California Dreamin’, 2023
Ce projet à long terme est un reportage sur le sort des sans-abri en Californie, victimes des inégalités économiques et sociales. En 2022, la moitié des sans domicile fixe aux États-Unis se trouvaient en Californie où, selon les estimations, ils étaient plus de 115 000 à dormir dans la rue ou des parcs publics, dans des véhicules ou des bâtiments abandonnés. Depuis plus d’une décennie, l’État de Californie détient le triste record du nombre de sans-abri aux États-Unis.
La moitié des personnes sans abri aux États-Unis vivaient en Californie en 2022. On estime à 115 491 le nombre de personnes qui dorment dans la rue ou dans des parcs, des véhicules ou des bâtiments abandonnés. (Certains experts affirment que les personnes non abritées sont largement sous-estimées, de l’ordre de 50 % ou plus).
Au cours d’une seule nuit, environ 171 500 personnes – non hébergées et hébergées – étaient sans domicile dans l’État. Près de 30 % de la population sans-abri du pays. Depuis plus de dix ans, la Californie est l’État qui compte le plus grand nombre de sans-abri.
« Appelons les choses par leur nom : C’est une honte que l’État le plus riche de la nation la plus riche […] ne parvienne pas à loger, soigner et traiter humainement un si grand nombre de ses propres citoyens », a déclaré le gouverneur de Californie, M. Newsome, en février 2020. « Chaque jour, le rêve californien est assombri par la réalité déchirante de familles, d’enfants et de personnes âgées qui vivent sans nourriture sur un lit en béton.
Depuis la Grande Récession de 2008, je documente la crise croissante de la pauvreté et du sans-abrisme. Dans l’État dont l’économie se classe au cinquième rang mondial, la Californie affiche l’un des taux de pauvreté les plus élevés, alimenté par le coût élevé du logement. À quelques kilomètres des campus d’Apple, de Google et de Facebook, on trouve des groupes de sans-abri dans des campements.
Puis est arrivé Covid-19. Les fermetures et les licenciements massifs. La pandémie a exposé et aggravé la crise du sans-abrisme. Sur la place qui fait face à l’hôtel de ville de San Francisco, un campement officiel a été ouvert et entouré d’une clôture à mailles losangées. Il s’agit de l’un des nombreux campements installés sur des terrains vagues de la ville. Pendant cette période, la Californie a interrompu le comptage des sans-abri pour des raisons de santé et de sécurité.
En 2022, lorsque les comptages ont repris, le nombre de sans-abri a augmenté en Californie. Quatre des cinq villes présentant le taux le plus élevé de sans-abri non hébergés aux États-Unis étaient Los Angeles, Oakland, Sacramento et San Jose.

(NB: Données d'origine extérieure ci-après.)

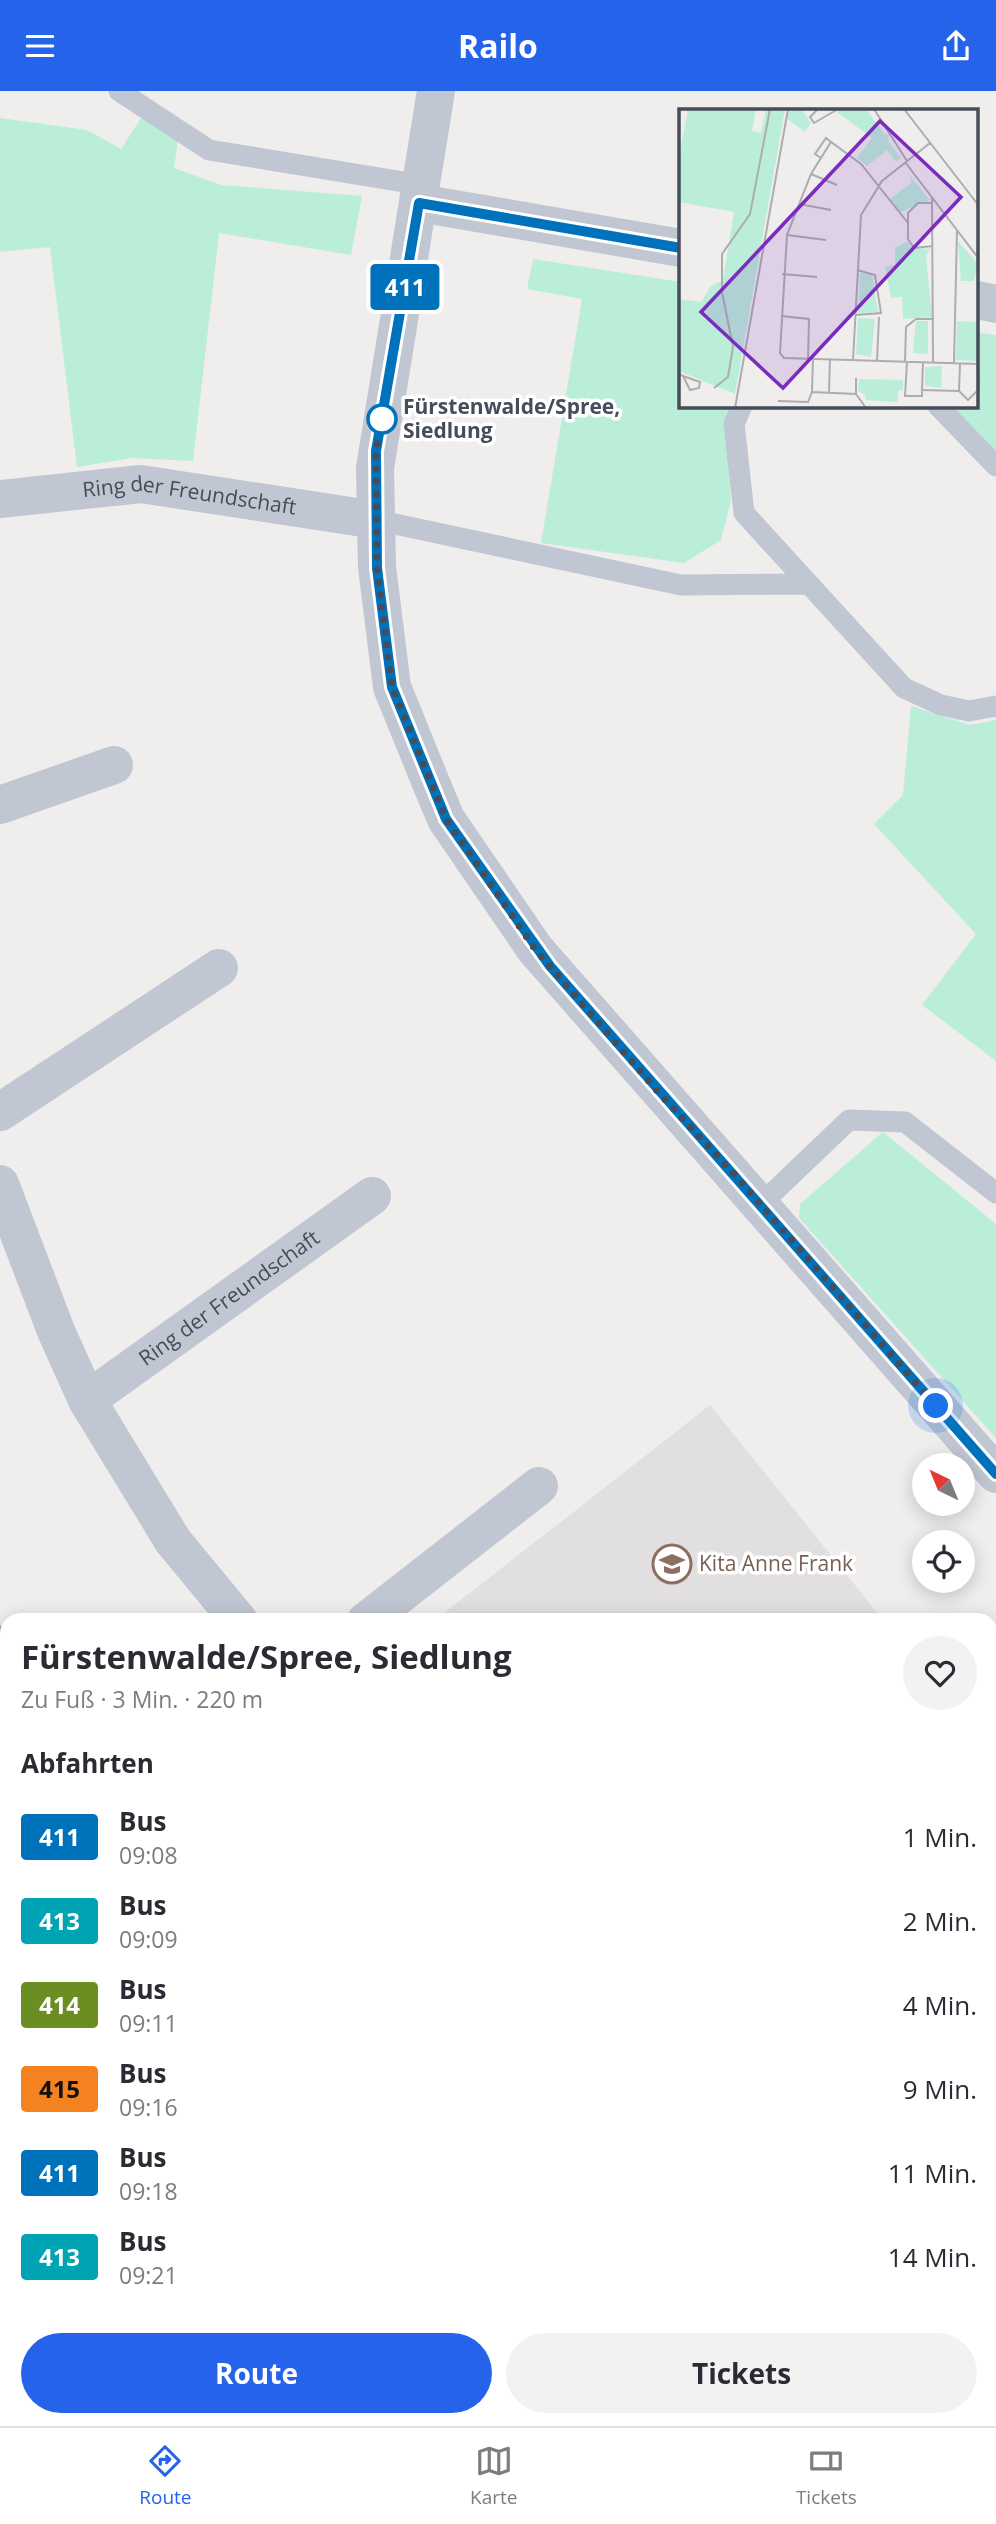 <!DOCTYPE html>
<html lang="de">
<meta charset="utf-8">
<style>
:root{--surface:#fff;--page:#f2f2f3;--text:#2b2b33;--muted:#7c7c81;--line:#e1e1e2;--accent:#2563eb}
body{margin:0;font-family:"Open Sans",sans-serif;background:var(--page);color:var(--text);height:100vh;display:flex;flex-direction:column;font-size:26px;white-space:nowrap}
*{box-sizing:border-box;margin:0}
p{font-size:23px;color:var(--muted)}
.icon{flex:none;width:38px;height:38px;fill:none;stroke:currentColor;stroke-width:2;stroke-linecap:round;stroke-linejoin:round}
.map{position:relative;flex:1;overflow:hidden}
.sheet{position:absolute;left:0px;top:1522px;width:998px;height:814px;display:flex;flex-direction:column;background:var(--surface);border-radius:21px 21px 0 0;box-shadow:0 4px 18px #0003}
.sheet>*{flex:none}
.badge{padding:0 14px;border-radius:5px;font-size:24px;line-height:46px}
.needle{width:46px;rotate:317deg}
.buttons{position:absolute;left:912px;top:1362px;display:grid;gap:14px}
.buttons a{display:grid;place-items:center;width:63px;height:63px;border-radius:50%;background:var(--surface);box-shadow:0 4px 18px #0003;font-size:35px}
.you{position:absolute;width:35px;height:35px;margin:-18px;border:5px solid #fff;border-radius:50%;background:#1a73e8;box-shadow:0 0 0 10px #1a73e833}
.map>.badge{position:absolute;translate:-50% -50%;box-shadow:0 0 0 4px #fff}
h2{padding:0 21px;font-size:26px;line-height:63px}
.round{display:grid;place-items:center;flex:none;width:74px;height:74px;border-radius:37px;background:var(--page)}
.overview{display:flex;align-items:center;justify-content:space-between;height:119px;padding:0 21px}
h1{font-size:33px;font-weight:700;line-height:52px}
.primary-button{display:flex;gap:14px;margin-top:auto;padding:14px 21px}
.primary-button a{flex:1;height:80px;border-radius:42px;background:var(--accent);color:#fff;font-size:28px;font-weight:700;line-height:80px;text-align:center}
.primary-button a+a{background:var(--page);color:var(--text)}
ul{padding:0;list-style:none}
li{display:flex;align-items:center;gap:21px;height:84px;padding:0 21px}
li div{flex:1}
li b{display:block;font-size:26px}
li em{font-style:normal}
li .badge{min-width:77px;font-weight:700;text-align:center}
header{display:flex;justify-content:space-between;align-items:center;height:91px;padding:0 21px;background:var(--accent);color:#fff;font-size:32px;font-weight:700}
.menu{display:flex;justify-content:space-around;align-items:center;height:98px;border-top:2px solid var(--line);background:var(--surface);font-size:19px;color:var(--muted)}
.menu a{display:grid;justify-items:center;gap:4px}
.menu .active{color:var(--accent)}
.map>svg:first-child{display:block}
</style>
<header><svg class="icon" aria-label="menu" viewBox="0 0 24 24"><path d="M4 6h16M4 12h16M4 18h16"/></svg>Railo<svg class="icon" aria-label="share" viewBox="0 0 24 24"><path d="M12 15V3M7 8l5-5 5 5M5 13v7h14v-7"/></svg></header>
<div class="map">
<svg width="996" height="2335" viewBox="0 0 996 2335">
<rect width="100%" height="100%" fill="#f0eded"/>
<!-- education -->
<path fill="#e1dfdf" d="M710,1314L883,1529H435L580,1416Z"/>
<!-- green -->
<path fill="#baeed9" d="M143,24L178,48L174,77L221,94L362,105L351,164L219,142L193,370L132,367L77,376L50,156L0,161V27L87,39L121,58Z
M533,168L681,191V315H733L727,349L731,410L721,449L684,472L541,452L582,208L527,198Z
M977,241L996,244V361L951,315H977Z
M911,615L970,634L996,629V970L922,914L976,843L874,733L903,704Z
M883,1041L996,1133V1347L799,1127L800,1113Z
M0,1573L7,1583V2329H494L498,2335H0Z"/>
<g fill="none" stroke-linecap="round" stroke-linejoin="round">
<!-- lane -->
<path stroke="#c0c6d2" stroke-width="21" d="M119,0L209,59L422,94
M742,315L734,333L744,422L904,597L941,614L969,620L996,615
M938,315L996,375
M376,429L681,494L808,493
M761,1113L849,1029L905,1031L996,1102"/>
<!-- street -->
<g stroke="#c0c6d2" stroke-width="38">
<path d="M436,0L375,377L377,476L392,596L431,692L446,728L535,858L996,1383"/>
<path d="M419,112L681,157"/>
<path d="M977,209L996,213"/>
<path id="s1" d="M0,408L141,393L376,429"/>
<path d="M0,714L114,674"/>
<path d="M0,1021L219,877"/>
<path d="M0,1093L56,1240L87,1309L173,1450L239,1530"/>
<path id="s2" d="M87,1309L372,1105"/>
<path d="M366,1530L539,1395"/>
<path d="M990,1974L996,1969"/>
<path d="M0,2070L7,2078"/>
<path d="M372,2329L378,2335"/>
</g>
<!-- rail -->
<path stroke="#afb1b7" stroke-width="5" d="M0,1537L7,1548
M517,2329L521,2335"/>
</g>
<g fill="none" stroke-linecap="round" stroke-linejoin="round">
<defs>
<path id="line" d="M681,157L419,112L376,360L377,477L392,596L446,728L550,875L996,1383"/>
</defs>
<!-- line casing -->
<use href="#line" stroke="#fff" stroke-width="16"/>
<!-- line -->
<use href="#line" stroke="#0072bc" stroke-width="10"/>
<!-- walk -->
<path stroke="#454c5a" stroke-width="7" stroke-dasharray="0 12.6" d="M382,328L376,360L377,477L392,596L446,728L535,858L660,1003L735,1084L936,1315"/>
</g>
<!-- icons -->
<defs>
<symbol id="school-ring" viewBox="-11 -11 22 22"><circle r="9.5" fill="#fff" stroke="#8d6e63" stroke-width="1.5"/><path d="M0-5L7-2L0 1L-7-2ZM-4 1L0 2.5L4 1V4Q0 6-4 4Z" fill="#8d6e63"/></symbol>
</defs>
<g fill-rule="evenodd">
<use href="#school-ring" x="650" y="1451" width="44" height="44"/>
</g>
<!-- markers -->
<circle fill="#fff" stroke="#0072bc" stroke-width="3.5" cx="382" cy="328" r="14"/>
<g text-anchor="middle" stroke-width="7" stroke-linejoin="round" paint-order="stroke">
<!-- stop labels -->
<g font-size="21" font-weight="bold" fill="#454c5a" stroke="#fff" text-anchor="start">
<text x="403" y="323">Fürstenwalde/Spree,<tspan x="403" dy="24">Siedlung</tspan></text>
</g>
<!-- street labels -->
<g font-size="21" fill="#454c5a" stroke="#fff">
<text dy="7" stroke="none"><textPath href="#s1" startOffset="191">Ring der Freundschaft</textPath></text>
<text dy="7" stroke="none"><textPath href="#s2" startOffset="175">Ring der Freundschaft</textPath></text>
</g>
<!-- education labels -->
<g font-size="21" fill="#785e54" stroke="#fff" text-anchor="start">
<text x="699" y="1480">Kita Anne Frank</text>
</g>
</g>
<!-- overview -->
<g transform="translate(679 18)">
<rect width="299" height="299" fill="#f0eded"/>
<path d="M9,0H77L73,22L82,24L87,0H106L56,285L0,262V190L22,193L32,177L44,171L55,103L0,93V49ZM111,0H122L132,14L126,23L107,9ZM162,0H187L206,26L210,25L209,32L222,49L217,53L208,41L188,57L178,49L193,29L158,3ZM231,67L251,91L221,103L210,91L232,74ZM228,132L232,138L251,140L247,147L253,208L224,210L223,188L212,189L206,157L216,156V139ZM279,132L299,155L295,172H282ZM181,164L193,165L199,203L179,204ZM179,209L196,210L192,248L177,245ZM237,212H249V245L234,244ZM278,212L299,213V252L277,251ZM263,257L262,279L246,277V258ZM180,270L224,271V281L219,282V293L186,291V286L179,282Z" fill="#baeed9"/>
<path fill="none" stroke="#acadb2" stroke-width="2" d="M139,0L131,8L135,14L159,0M195,0L228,52M225,0L300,97M142,49L136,45L147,29L152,33M226,53L300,150M132,65L158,76M253,89L254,253M253,94H239L229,104V130L235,139L254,137M120,95L152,101M229,114L182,55L152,33L132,65L108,126L101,244L105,249L300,255M108,126L147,131M103,165L138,168M176,206L202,204L196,166L178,161M102,207L130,210L129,249M134,249L133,283L177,285M174,251L182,106L203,72L251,34M198,252L200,208M226,253L227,218L237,210H255M228,253L226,287H243V281M244,253L243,281L280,282L281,254M275,254L278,122M299,255L300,282M0,265L4,267L21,273L20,279L11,281L4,267M177,269V285L187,299M35,279L49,268L54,238L43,183V145L71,105L91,0M280,282L289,291L298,282M150,283L151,250M99,292L129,293L133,283M56,299L109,0"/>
<path fill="#7b2cbf" fill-opacity="0.15" stroke="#7b2cbf" stroke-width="3.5" d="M201,12L282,88L104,279L22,203Z"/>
<rect width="299" height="299" fill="none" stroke="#454c5a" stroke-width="3.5"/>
</g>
</svg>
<div class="buttons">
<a><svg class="needle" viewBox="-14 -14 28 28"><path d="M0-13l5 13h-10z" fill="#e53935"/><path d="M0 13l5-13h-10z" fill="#7c7c81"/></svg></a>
<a><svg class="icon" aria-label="locate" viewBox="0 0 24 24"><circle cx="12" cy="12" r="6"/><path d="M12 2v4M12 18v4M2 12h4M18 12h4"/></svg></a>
</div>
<div class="you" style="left:936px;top:1315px"></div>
<b class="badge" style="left:405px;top:196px;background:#0072bc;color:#fff">411</b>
<section class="sheet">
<div class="overview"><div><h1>Fürstenwalde/Spree, Siedlung</h1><p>Zu Fuß · 3 Min. · 220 m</p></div><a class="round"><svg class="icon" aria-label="heart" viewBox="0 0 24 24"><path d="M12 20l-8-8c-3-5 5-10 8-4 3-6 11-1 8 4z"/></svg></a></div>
<h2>Abfahrten</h2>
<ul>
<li><span class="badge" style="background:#0072bc;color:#fff">411</span><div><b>Bus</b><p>09:08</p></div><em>1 Min.</em></li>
<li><span class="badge" style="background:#00a3b4;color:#fff">413</span><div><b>Bus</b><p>09:09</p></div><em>2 Min.</em></li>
<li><span class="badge" style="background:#6b8e23;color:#fff">414</span><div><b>Bus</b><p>09:11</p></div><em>4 Min.</em></li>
<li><span class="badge" style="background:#f58220;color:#111">415</span><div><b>Bus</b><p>09:16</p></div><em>9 Min.</em></li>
<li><span class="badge" style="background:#0072bc;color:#fff">411</span><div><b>Bus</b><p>09:18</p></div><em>11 Min.</em></li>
<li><span class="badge" style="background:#00a3b4;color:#fff">413</span><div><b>Bus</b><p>09:21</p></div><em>14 Min.</em></li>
</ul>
<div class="primary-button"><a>Route</a><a>Tickets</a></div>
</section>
</div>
<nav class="menu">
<a class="active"><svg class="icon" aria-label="directions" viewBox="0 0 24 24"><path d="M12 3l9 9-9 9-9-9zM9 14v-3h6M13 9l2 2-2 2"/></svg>Route</a>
<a><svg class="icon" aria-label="map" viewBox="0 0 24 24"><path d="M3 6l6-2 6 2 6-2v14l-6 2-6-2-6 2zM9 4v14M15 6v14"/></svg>Karte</a>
<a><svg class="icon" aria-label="tickets" viewBox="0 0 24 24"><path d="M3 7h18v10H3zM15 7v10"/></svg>Tickets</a>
</nav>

San Francisco a estimé à 7 754 le nombre de sans-abri dans ses rues et ses centres d’hébergement, et à 20 000 le nombre de personnes susceptibles de se retrouver sans domicile fixe dans la ville au cours d’une année.
Le comté de Los Angeles a estimé à 69 144 le nombre de personnes sans domicile. Dans le quartier de Skid Row, qui s’étend sur 50 pâtés de maisons, chaque trottoir est parsemé de tentes, d’abris de fortune en carton et de chariots de supermarché chargés d’objets personnels. Des immeubles de grande hauteur surplombent la plus grande concentration de sans-abri du pays.
« Je suis sans valeur », j’ai fait une pause et je lui ai redemandé son nom. « Je suis sans valeur », a-t-elle répondu, « il n’y a rien à prendre en photo ». Elle a poursuivi en disant qu’elle était sans abri, depuis quatre jours à San Francisco. Nous avons parlé pendant une demi-heure et à la fin, elle a dit « Marlana ».
La « Jungle », située dans une zone boisée de San Jose, était l’un des plus grands campements du pays et abritait 350 personnes. Il a été détruit par la ville en 2014. Les campements se sont multipliés dans les villes de Californie.
Depuis la ruée vers l’or, la Californie est perçue comme un endroit chanceux. Une terre d’opportunités qui a inspiré la notion de rêve américain. Dans l’allée derrière l’ancien bâtiment de la Bourse de San Francisco, dont les façades de marbre ont été construites pendant la Grande Dépression, un homme est allongé à côté des poubelles de recyclage et, au-dessus, le panneau de rue indique « Fin de siècle ».